- [Your goal]
From the first line to the last, reproduce the data exactly.

[Data to use Boundary: Start]

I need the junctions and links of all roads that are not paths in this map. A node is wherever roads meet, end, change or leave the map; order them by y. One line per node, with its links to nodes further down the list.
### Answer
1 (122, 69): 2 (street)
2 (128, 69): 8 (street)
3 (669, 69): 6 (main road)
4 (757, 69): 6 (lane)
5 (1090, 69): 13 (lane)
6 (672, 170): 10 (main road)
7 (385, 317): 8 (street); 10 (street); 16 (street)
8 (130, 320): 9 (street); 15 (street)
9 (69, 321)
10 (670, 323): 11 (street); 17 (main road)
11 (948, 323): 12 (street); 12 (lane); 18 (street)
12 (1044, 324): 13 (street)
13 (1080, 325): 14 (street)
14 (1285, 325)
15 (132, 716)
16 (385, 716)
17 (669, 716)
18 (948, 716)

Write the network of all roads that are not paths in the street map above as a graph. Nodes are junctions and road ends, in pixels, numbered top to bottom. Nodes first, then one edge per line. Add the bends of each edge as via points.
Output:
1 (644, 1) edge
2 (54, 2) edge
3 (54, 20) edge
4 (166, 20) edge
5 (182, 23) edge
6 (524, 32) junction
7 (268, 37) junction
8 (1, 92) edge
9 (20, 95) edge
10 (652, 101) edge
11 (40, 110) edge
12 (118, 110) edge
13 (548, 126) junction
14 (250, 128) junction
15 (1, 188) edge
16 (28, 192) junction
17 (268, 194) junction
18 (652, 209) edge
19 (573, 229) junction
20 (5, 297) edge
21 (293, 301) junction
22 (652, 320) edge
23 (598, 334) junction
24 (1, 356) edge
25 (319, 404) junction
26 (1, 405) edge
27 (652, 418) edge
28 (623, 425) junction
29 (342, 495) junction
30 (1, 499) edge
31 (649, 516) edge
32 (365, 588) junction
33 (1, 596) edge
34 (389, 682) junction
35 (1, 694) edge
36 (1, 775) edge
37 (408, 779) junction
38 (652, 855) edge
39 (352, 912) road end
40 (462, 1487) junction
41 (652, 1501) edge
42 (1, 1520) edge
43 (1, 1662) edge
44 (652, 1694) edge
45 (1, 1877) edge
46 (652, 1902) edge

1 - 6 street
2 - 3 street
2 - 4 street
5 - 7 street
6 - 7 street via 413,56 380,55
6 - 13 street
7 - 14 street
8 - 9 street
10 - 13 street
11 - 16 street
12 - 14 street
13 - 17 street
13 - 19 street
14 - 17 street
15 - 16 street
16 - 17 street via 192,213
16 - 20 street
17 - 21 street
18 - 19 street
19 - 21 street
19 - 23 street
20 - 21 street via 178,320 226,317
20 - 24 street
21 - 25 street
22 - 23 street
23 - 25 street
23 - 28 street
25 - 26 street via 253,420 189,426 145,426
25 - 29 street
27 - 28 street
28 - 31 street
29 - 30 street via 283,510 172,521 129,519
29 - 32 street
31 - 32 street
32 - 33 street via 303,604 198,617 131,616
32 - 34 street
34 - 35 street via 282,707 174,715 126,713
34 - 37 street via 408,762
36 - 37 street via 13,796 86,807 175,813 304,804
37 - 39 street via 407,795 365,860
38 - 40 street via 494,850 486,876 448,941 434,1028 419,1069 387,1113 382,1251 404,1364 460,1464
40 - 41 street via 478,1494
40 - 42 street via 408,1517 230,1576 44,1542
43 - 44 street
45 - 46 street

[Data to use Boundary: End]

- [Response to the task]
I need the junctions and links of all roads that are not paths in this map. A node is wherever roads meet, end, change or leave the map; order them by y. One line per node, with its links to nodes further down the list.
### Answer
1 (122, 69): 2 (street)
2 (128, 69): 8 (street)
3 (669, 69): 6 (main road)
4 (757, 69): 6 (lane)
5 (1090, 69): 13 (lane)
6 (672, 170): 10 (main road)
7 (385, 317): 8 (street); 10 (street); 16 (street)
8 (130, 320): 9 (street); 15 (street)
9 (69, 321)
10 (670, 323): 11 (street); 17 (main road)
11 (948, 323): 12 (street); 12 (lane); 18 (street)
12 (1044, 324): 13 (street)
13 (1080, 325): 14 (street)
14 (1285, 325)
15 (132, 716)
16 (385, 716)
17 (669, 716)
18 (948, 716)

Write the network of all roads that are not paths in the street map above as a graph. Nodes are junctions and road ends, in pixels, numbered top to bottom. Nodes first, then one edge per line. Add the bends of each edge as via points.
Output:
1 (644, 1) edge
2 (54, 2) edge
3 (54, 20) edge
4 (166, 20) edge
5 (182, 23) edge
6 (524, 32) junction
7 (268, 37) junction
8 (1, 92) edge
9 (20, 95) edge
10 (652, 101) edge
11 (40, 110) edge
12 (118, 110) edge
13 (548, 126) junction
14 (250, 128) junction
15 (1, 188) edge
16 (28, 192) junction
17 (268, 194) junction
18 (652, 209) edge
19 (573, 229) junction
20 (5, 297) edge
21 (293, 301) junction
22 (652, 320) edge
23 (598, 334) junction
24 (1, 356) edge
25 (319, 404) junction
26 (1, 405) edge
27 (652, 418) edge
28 (623, 425) junction
29 (342, 495) junction
30 (1, 499) edge
31 (649, 516) edge
32 (365, 588) junction
33 (1, 596) edge
34 (389, 682) junction
35 (1, 694) edge
36 (1, 775) edge
37 (408, 779) junction
38 (652, 855) edge
39 (352, 912) road end
40 (462, 1487) junction
41 (652, 1501) edge
42 (1, 1520) edge
43 (1, 1662) edge
44 (652, 1694) edge
45 (1, 1877) edge
46 (652, 1902) edge

1 - 6 street
2 - 3 street
2 - 4 street
5 - 7 street
6 - 7 street via 413,56 380,55
6 - 13 street
7 - 14 street
8 - 9 street
10 - 13 street
11 - 16 street
12 - 14 street
13 - 17 street
13 - 19 street
14 - 17 street
15 - 16 street
16 - 17 street via 192,213
16 - 20 street
17 - 21 street
18 - 19 street
19 - 21 street
19 - 23 street
20 - 21 street via 178,320 226,317
20 - 24 street
21 - 25 street
22 - 23 street
23 - 25 street
23 - 28 street
25 - 26 street via 253,420 189,426 145,426
25 - 29 street
27 - 28 street
28 - 31 street
29 - 30 street via 283,510 172,521 129,519
29 - 32 street
31 - 32 street
32 - 33 street via 303,604 198,617 131,616
32 - 34 street
34 - 35 street via 282,707 174,715 126,713
34 - 37 street via 408,762
36 - 37 street via 13,796 86,807 175,813 304,804
37 - 39 street via 407,795 365,860
38 - 40 street via 494,850 486,876 448,941 434,1028 419,1069 387,1113 382,1251 404,1364 460,1464
40 - 41 street via 478,1494
40 - 42 street via 408,1517 230,1576 44,1542
43 - 44 street
45 - 46 street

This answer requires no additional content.